◆ DATA FOR THIS TASK
◆ ◆ ◆
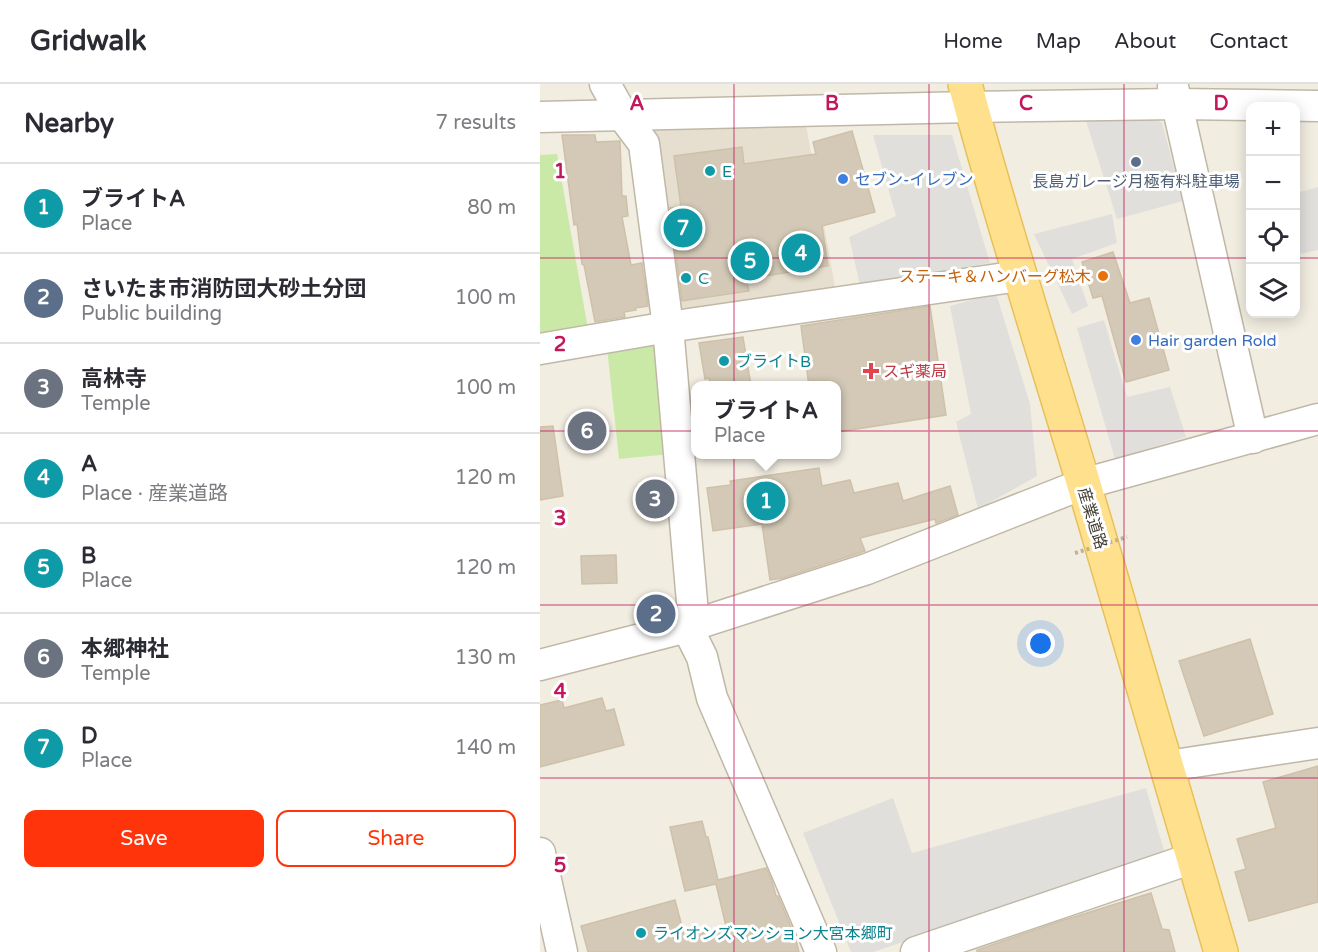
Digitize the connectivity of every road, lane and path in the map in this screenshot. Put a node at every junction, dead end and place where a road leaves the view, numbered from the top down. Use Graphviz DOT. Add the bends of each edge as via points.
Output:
graph roads {
  1 [pos="605,84"];
  2 [pos="1175,94"];
  3 [pos="968,95"];
  4 [pos="1318,106"];
  5 [pos="623,116"];
  6 [pos="540,117"];
  7 [pos="1019,276"];
  8 [pos="668,327"];
  9 [pos="540,349"];
  10 [pos="1318,419"];
  11 [pos="1253,438"];
  12 [pos="1083,484"];
  13 [pos="1127,537"];
  14 [pos="1075,553"];
  15 [pos="691,626"];
  16 [pos="540,665"];
  17 [pos="1318,743"];
  18 [pos="1167,766"];
  19 [pos="540,856"];
  20 [pos="1193,858"];
  21 [pos="562,952"];
  22 [pos="821,952"];
  23 [pos="916,952"];
  24 [pos="1221,952"];
  1 -- 5 [label="street"];
  2 -- 3 [label="street"];
  2 -- 4 [label="street"];
  2 -- 11 [label="street"];
  3 -- 5 [label="street"];
  3 -- 7 [label="main road, 産業道路"];
  5 -- 6 [label="street"];
  5 -- 8 [label="street" via="644,144"];
  7 -- 8 [label="street"];
  7 -- 12 [label="main road, 産業道路"];
  8 -- 9 [label="street"];
  8 -- 15 [label="street"];
  10 -- 11 [label="street"];
  11 -- 12 [label="street"];
  12 -- 15 [label="street" via="867,569"];
  12 -- 18 [label="main road, 産業道路"];
  13 -- 14 [label="path, bridge"];
  15 -- 16 [label="street"];
  15 -- 22 [label="street" via="712,698"];
  17 -- 18 [label="street"];
  18 -- 20 [label="main road, 産業道路"];
  19 -- 21 [label="street"];
  20 -- 23 [label="street"];
  20 -- 24 [label="main road, 産業道路"];
}
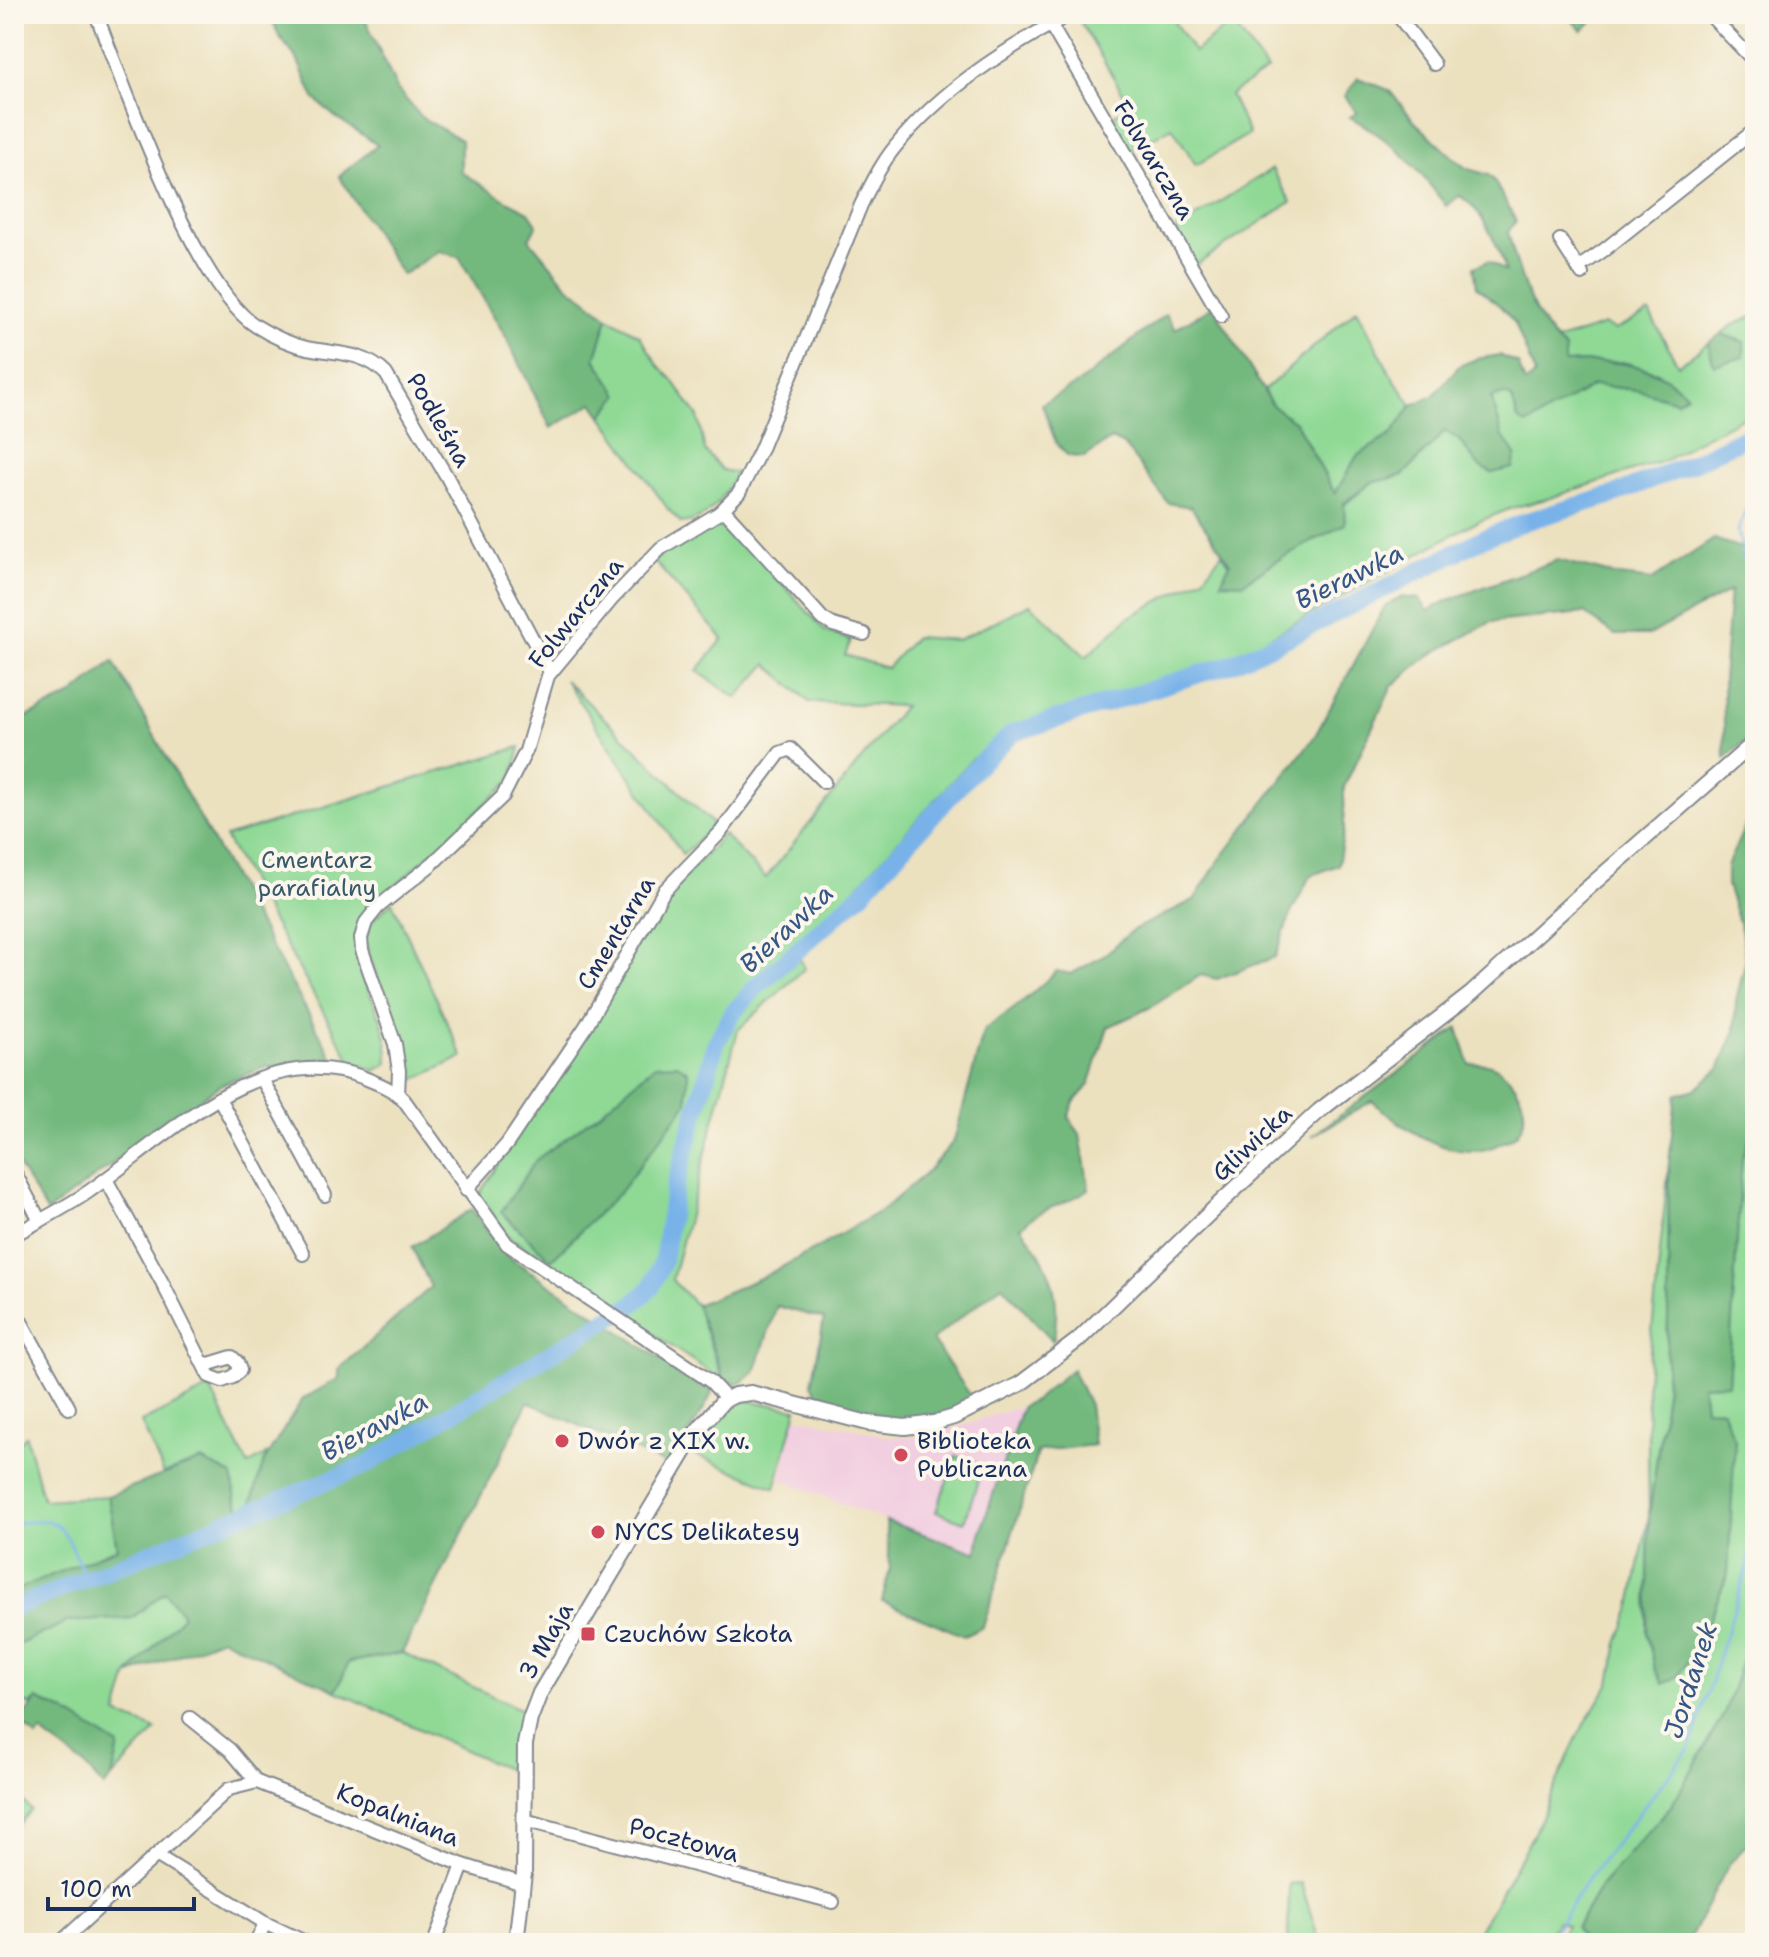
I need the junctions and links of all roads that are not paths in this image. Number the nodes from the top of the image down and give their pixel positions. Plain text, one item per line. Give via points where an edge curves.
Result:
◆ ◆ ◆
◆ INSTRUCTIONS FOR THE TASK
Give the records back verbatim, pictures excluded.

◆ RESULT OF THIS TASK
Digitize the connectivity of every road, lane and path in the map in this screenshot. Put a node at every junction, dead end and place where a road leaves the view, numbered from the top down. Use Graphviz DOT. Add the bends of each edge as via points.
Output:
graph roads {
  1 [pos="605,84"];
  2 [pos="1175,94"];
  3 [pos="968,95"];
  4 [pos="1318,106"];
  5 [pos="623,116"];
  6 [pos="540,117"];
  7 [pos="1019,276"];
  8 [pos="668,327"];
  9 [pos="540,349"];
  10 [pos="1318,419"];
  11 [pos="1253,438"];
  12 [pos="1083,484"];
  13 [pos="1127,537"];
  14 [pos="1075,553"];
  15 [pos="691,626"];
  16 [pos="540,665"];
  17 [pos="1318,743"];
  18 [pos="1167,766"];
  19 [pos="540,856"];
  20 [pos="1193,858"];
  21 [pos="562,952"];
  22 [pos="821,952"];
  23 [pos="916,952"];
  24 [pos="1221,952"];
  1 -- 5 [label="street"];
  2 -- 3 [label="street"];
  2 -- 4 [label="street"];
  2 -- 11 [label="street"];
  3 -- 5 [label="street"];
  3 -- 7 [label="main road, 産業道路"];
  5 -- 6 [label="street"];
  5 -- 8 [label="street" via="644,144"];
  7 -- 8 [label="street"];
  7 -- 12 [label="main road, 産業道路"];
  8 -- 9 [label="street"];
  8 -- 15 [label="street"];
  10 -- 11 [label="street"];
  11 -- 12 [label="street"];
  12 -- 15 [label="street" via="867,569"];
  12 -- 18 [label="main road, 産業道路"];
  13 -- 14 [label="path, bridge"];
  15 -- 16 [label="street"];
  15 -- 22 [label="street" via="712,698"];
  17 -- 18 [label="street"];
  18 -- 20 [label="main road, 産業道路"];
  19 -- 21 [label="street"];
  20 -- 23 [label="street"];
  20 -- 24 [label="main road, 産業道路"];
}
I need the junctions and links of all roads that are not paths in this image. Number the nodes from the top of the image down and give their pixel positions. Plain text, one item per line. Give via points where an edge curves.
Result:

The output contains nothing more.